## Exercise aim:
A word-for-word copy of the listing, free of images, is the expected answer.

## Data supplied:
- Opening Delimiter -

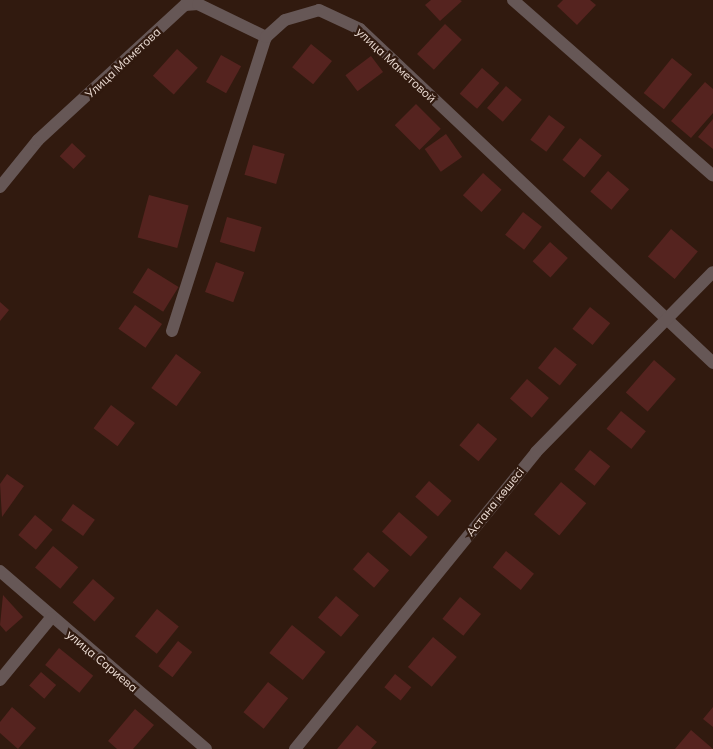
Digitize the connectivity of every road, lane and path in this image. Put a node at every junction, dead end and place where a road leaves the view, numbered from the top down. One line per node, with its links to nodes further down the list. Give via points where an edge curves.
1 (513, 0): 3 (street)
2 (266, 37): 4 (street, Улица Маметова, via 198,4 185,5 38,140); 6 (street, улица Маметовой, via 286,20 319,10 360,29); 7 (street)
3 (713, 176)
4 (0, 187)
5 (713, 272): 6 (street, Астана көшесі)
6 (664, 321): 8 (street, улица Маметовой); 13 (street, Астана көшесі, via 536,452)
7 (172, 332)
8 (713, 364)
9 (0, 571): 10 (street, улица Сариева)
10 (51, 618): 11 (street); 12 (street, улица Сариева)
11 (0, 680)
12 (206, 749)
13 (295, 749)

- Closing Delimiter -

## Reply to the task:
Digitize the connectivity of every road, lane and path in this image. Put a node at every junction, dead end and place where a road leaves the view, numbered from the top down. One line per node, with its links to nodes further down the list. Give via points where an edge curves.
1 (513, 0): 3 (street)
2 (266, 37): 4 (street, Улица Маметова, via 198,4 185,5 38,140); 6 (street, улица Маметовой, via 286,20 319,10 360,29); 7 (street)
3 (713, 176)
4 (0, 187)
5 (713, 272): 6 (street, Астана көшесі)
6 (664, 321): 8 (street, улица Маметовой); 13 (street, Астана көшесі, via 536,452)
7 (172, 332)
8 (713, 364)
9 (0, 571): 10 (street, улица Сариева)
10 (51, 618): 11 (street); 12 (street, улица Сариева)
11 (0, 680)
12 (206, 749)
13 (295, 749)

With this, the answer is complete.